We had an event in Durham on Sunday, and my sister-in-law has a small corporate apartment just outside the Raleigh Beltway that she only uses on weeknights. One of our kids is technically an adult, and all of them are too lazy to get into any real trouble.
So we found ourselves packing to drive to Raleigh on Saturday morning for a quick overnight, followed by a shot to Durham and then home before dinner on Sunday night.
Before we left. I looked longingly at my home workspace.
“Are we going to leave our computers at home?” I asked my wife.
My wife runs her own business, requiring near-constant attention, as well as maintaining all the various household accounts. I myself have been so immersed in work for the last… 15 years?… that it hadn’t occurred to me until that moment to leave my laptop behind.
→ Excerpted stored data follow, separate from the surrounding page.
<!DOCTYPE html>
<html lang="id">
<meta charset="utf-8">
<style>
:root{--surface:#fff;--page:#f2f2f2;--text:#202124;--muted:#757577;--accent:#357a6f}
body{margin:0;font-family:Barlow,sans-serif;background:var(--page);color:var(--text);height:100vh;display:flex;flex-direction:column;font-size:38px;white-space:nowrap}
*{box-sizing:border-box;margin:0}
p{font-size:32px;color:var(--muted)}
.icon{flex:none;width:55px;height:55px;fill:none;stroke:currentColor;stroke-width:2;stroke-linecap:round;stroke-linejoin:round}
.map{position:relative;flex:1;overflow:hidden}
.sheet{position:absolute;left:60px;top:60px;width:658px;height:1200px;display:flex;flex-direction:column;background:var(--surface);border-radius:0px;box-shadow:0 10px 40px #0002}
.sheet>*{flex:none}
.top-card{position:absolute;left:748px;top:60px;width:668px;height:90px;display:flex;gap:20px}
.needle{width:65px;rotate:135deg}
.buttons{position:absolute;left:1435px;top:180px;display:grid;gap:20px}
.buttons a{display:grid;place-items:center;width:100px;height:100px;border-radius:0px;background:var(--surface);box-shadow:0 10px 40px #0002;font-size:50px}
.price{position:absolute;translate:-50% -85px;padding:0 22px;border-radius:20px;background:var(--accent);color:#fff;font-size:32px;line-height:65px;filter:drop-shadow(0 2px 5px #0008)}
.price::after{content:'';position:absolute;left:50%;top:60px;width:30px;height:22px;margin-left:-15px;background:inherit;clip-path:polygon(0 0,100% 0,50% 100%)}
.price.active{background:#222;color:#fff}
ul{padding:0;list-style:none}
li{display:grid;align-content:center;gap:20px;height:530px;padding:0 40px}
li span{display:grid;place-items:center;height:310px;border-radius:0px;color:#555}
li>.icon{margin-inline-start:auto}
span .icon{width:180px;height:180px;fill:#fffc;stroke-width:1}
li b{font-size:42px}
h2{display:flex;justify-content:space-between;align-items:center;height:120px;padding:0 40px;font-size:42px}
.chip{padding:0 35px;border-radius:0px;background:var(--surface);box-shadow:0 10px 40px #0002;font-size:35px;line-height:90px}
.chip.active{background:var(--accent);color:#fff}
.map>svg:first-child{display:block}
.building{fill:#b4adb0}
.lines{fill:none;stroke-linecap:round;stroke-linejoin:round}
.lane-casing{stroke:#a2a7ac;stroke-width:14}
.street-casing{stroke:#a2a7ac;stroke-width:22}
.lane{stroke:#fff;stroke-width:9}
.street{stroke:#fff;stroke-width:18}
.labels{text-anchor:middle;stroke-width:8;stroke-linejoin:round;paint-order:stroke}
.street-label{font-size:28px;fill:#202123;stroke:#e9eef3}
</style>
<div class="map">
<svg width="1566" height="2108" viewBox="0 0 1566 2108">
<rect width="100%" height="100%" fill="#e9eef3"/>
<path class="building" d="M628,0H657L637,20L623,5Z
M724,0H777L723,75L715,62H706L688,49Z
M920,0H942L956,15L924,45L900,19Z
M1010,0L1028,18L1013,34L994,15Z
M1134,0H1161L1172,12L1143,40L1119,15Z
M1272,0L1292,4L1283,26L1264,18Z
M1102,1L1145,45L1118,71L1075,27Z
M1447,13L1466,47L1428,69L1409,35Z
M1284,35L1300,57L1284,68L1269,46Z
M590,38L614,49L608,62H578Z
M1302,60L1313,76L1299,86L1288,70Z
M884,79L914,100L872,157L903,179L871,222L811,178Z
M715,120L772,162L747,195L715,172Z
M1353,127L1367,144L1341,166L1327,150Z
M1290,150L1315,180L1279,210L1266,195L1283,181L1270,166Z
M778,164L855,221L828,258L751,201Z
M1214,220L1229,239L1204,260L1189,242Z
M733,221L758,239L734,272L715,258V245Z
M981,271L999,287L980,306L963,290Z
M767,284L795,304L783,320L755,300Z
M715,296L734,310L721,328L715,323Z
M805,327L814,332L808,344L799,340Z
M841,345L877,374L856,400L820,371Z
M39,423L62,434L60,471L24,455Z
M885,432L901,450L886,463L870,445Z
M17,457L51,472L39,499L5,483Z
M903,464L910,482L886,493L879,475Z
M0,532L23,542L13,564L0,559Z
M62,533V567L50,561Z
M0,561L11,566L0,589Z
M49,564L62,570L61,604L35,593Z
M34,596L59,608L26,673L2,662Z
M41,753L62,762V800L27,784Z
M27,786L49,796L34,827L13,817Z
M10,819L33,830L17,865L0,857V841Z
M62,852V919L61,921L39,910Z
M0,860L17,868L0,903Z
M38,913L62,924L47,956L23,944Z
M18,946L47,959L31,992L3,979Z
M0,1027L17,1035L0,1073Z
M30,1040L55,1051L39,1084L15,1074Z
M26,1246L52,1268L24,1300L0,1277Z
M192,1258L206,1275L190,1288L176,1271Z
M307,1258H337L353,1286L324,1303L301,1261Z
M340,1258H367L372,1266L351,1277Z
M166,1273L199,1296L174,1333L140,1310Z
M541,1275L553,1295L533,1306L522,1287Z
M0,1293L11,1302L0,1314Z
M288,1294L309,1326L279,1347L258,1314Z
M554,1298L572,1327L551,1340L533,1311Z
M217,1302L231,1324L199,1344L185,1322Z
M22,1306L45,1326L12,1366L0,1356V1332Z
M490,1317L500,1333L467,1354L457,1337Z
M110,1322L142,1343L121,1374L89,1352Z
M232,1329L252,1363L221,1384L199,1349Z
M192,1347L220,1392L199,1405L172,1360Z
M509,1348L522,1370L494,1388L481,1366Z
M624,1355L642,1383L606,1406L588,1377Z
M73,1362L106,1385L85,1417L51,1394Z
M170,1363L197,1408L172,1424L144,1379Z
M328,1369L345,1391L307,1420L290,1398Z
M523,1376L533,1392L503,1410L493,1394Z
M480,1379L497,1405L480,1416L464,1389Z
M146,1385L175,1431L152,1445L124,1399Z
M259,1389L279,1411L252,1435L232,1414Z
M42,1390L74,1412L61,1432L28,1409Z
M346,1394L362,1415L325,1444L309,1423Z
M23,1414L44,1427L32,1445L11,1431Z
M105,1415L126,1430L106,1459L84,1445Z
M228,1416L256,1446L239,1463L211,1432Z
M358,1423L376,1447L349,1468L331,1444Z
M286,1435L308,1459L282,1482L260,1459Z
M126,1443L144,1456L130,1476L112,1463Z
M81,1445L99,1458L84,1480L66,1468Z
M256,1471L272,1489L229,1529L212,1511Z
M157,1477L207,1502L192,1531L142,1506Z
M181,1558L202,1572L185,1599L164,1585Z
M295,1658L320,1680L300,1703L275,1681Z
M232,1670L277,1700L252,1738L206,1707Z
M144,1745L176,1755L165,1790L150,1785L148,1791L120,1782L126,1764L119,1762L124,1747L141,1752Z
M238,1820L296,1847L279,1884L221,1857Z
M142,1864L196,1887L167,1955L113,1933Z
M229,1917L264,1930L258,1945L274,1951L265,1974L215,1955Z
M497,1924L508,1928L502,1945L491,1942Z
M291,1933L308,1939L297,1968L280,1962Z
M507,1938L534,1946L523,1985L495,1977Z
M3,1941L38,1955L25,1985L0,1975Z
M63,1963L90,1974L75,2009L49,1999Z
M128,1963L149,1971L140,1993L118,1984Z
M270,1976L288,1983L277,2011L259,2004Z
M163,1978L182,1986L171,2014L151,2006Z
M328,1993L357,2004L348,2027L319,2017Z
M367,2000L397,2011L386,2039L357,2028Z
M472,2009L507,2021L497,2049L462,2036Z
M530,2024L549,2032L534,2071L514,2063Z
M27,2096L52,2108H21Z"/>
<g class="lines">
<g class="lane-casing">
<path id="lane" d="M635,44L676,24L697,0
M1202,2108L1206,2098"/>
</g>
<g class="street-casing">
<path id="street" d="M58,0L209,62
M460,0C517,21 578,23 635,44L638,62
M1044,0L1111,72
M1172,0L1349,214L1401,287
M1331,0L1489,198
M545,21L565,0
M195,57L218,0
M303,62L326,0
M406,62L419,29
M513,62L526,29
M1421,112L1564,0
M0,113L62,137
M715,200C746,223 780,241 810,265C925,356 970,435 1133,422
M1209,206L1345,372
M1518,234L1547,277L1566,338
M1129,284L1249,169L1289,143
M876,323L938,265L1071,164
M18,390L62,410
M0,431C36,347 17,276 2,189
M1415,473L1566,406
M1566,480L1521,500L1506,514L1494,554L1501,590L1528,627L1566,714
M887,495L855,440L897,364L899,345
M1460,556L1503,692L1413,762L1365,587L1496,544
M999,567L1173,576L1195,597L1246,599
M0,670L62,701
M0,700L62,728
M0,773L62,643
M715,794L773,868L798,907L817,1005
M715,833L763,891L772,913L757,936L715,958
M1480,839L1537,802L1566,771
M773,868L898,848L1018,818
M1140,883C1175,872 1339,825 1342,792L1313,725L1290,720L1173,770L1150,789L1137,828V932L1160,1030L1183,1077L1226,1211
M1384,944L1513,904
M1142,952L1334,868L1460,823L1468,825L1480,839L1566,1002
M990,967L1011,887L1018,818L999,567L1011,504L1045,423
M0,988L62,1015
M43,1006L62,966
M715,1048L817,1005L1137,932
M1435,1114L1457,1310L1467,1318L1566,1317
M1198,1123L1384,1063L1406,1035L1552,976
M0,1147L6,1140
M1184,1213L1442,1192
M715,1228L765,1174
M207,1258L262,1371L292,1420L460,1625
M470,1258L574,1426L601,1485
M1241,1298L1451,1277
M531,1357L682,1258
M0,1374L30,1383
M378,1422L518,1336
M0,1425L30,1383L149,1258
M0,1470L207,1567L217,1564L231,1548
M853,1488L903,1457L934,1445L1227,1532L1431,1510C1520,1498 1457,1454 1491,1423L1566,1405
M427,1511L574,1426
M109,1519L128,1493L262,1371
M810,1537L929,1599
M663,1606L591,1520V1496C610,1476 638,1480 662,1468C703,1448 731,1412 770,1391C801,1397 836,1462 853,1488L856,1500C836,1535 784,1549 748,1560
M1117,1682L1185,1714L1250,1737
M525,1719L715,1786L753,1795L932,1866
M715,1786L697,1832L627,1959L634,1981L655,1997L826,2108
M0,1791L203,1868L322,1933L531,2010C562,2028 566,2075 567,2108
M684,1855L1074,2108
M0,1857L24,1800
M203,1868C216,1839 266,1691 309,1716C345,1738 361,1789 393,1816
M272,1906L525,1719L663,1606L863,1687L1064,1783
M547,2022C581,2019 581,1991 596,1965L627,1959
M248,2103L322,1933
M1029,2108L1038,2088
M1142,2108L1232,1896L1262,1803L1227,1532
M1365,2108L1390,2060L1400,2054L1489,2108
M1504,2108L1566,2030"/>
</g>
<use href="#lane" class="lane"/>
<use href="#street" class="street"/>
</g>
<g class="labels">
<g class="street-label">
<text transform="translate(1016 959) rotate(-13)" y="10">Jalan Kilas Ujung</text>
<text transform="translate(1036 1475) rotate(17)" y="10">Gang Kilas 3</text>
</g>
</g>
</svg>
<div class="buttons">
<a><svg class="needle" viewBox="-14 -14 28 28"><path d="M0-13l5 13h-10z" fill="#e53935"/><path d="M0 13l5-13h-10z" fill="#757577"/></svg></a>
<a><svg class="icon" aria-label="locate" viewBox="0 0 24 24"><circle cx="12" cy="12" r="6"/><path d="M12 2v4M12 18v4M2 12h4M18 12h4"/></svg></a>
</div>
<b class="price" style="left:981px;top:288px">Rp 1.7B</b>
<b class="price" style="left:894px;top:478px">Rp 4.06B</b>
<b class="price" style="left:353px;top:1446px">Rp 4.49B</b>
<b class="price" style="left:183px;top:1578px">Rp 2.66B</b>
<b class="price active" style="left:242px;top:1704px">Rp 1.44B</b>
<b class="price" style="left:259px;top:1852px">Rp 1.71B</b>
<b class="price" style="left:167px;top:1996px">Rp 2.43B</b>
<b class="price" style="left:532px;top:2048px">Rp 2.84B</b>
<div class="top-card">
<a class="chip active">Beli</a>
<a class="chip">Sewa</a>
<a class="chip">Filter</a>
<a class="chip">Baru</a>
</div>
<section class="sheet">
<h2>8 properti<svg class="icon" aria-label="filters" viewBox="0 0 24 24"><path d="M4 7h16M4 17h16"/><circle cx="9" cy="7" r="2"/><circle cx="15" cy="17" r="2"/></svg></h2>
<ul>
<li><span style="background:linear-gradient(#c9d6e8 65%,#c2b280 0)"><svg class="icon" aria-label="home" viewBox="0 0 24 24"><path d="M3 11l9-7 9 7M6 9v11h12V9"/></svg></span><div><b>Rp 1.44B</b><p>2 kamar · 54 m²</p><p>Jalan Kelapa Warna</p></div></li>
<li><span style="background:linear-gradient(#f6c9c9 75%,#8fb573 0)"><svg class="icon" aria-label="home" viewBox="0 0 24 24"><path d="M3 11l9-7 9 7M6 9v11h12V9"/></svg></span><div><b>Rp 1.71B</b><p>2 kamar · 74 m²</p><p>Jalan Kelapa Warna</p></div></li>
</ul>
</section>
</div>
Since 2004, I have never traveled without my laptop tethering me to the world of work.
We looked at each other scandalously in that moment. And then we came to it at the same time: Yes! We would leave our laptops behind!
And then we scampered out the door before we changed our minds, giggling like we were ditching class to go skinny dipping.
Let me tell you where I am in my life: I spent 24 hours in a corporate apartment in an office park just outside the Beltway, with a courtyard pool, a gym, a coffee machine in the lobby that made more than a dozen kinds of hot and cold drinks, a pool table and absolutely no cell-phone reception, neither voice nor data. No emails. No Facebook. No texts or calls. No news alerts. I couldn’t even play games on my phone, and every photo would have to be a Latergram.
We had no choice but to disengage — but also to engage… with each other, the hot sun blinking off the dappled surface of the pool and the slow shadows that wound from one side of the courtyard to the other.
We went analog for a day, leaving no digital footprints behind, like it never even happened.